Temporarily Disabled - A Good Lesson

It is difficult to fully understand the effect of physical obstacles on anyone with a disability. Unless we expereince the pain of a certain movement or the inability to access something necessary, we don't truly get it.

Physical obstacles are one thing, though; they have physical solutions. Social obstacles are quite another. Voiced social obstacles, yet another.

I never really understood (and probably still don't, entirely) what people with disabilities experience daily, until I had arthritis and hip replacement surgery. I walked with a cane for several months.

Like anyone else, I became frustrated when a seemingly abled person used the bathroom facilities for people with disabilities - that bar on the wall is there for a reason!

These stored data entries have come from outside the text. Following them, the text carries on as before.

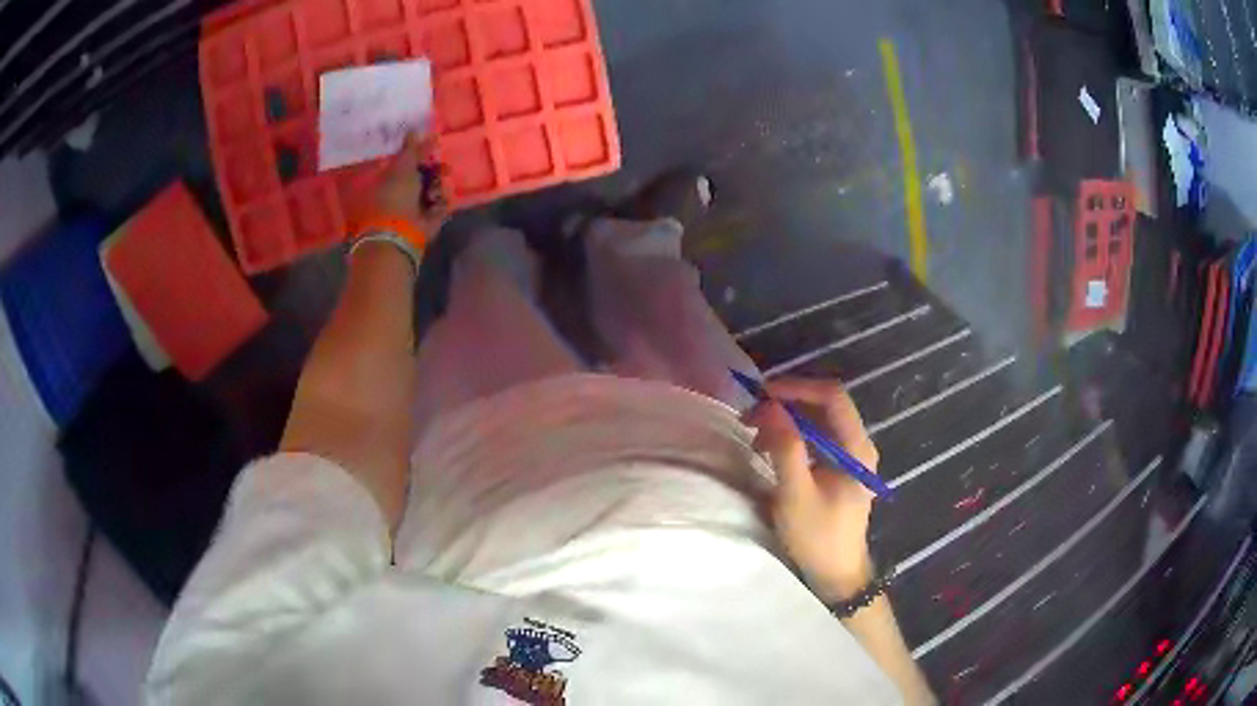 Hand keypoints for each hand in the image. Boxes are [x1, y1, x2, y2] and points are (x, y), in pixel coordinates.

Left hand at [366, 132, 449, 236]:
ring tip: (435, 191)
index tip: (435, 146)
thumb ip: (411, 149)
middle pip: (424, 174)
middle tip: (443, 168)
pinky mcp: (430, 219)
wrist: (401, 232)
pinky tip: (436, 204)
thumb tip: (414, 129)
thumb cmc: (396, 196)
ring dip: (438, 186)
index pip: (408, 161)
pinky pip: (442, 204)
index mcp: (391, 179)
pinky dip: (441, 202)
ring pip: (435, 188)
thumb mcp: (403, 166)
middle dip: (435, 170)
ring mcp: (417, 207)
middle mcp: (403, 192)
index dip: (421, 154)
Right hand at [747, 377, 879, 601]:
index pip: (832, 396)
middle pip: (824, 404)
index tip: (762, 394)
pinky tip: (768, 447)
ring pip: (817, 419)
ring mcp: (848, 455)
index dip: (797, 388)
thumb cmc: (818, 537)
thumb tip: (769, 407)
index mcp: (856, 448)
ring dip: (785, 418)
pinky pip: (814, 437)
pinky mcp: (837, 466)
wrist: (835, 574)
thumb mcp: (796, 495)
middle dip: (786, 402)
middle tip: (751, 413)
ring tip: (754, 431)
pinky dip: (790, 434)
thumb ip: (786, 448)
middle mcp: (857, 444)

The attached bar is the solution to the physical obstacle. Lack of understanding, or caring, is the social obstacle.

Many, many people would practically fall over themselves to help me, hold the door for me, stop and wait while I crossed the street. I felt grateful to them all and said so.

The very worst experiences, however, were when people felt that they just had to express their impatience and often downright hatred to me. Most of the time, it seemed that the dislike arose from the fact that I was in the way and for too long.

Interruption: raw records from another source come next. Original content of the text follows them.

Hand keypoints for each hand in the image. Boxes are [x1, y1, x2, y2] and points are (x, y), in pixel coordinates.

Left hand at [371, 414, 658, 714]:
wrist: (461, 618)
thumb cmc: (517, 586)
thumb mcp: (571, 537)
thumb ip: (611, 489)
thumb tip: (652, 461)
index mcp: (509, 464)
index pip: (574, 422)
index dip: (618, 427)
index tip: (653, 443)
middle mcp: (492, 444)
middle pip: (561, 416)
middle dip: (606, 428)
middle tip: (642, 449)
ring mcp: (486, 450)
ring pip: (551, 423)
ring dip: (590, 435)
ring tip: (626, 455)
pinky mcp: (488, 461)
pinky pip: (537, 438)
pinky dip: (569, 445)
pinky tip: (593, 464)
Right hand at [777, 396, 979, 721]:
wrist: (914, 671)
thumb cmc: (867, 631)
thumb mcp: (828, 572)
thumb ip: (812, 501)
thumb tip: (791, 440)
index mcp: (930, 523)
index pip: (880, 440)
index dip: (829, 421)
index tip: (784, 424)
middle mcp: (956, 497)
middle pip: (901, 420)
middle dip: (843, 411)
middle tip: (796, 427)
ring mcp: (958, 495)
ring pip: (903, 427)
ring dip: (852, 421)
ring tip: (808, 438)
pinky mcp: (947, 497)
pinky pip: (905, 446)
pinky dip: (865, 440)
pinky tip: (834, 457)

During the months of using a cane, I was sworn at, frowned at, told to just die and stop annoying the able-bodied. I was told to get out of the way, to hurry up, to stay home. I had doors let go in my face, and on one occasion ,I was almost knocked down by a car when the driver thought I was too slow crossing.

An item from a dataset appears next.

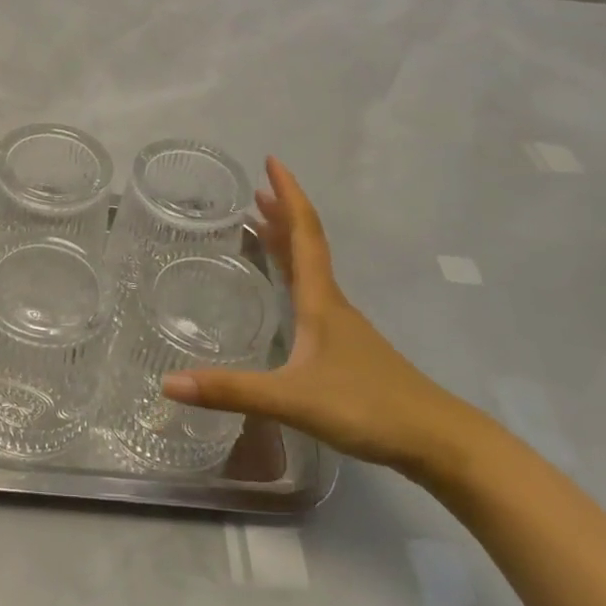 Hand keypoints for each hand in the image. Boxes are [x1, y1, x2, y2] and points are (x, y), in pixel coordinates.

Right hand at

I have to say that the anger I aroused in some people completely floored me - maybe I shouldn't have been surprised but I was. I was also amazed at how easily people give themselves permission to say the most awful things to a complete stranger (well, to anyone really).

I think that I have been mostly helpful and supportive of people with disabilities over the years, but have had my eyes opened by the experience of having a disability.

I don't know what the answer is, but education in empathy and compassion has to be a big part, and we have to try to undo that terrible sense of entitlement that some people have that others, especially those with disabilities, should simply cease to exist rather than be an inconveninece.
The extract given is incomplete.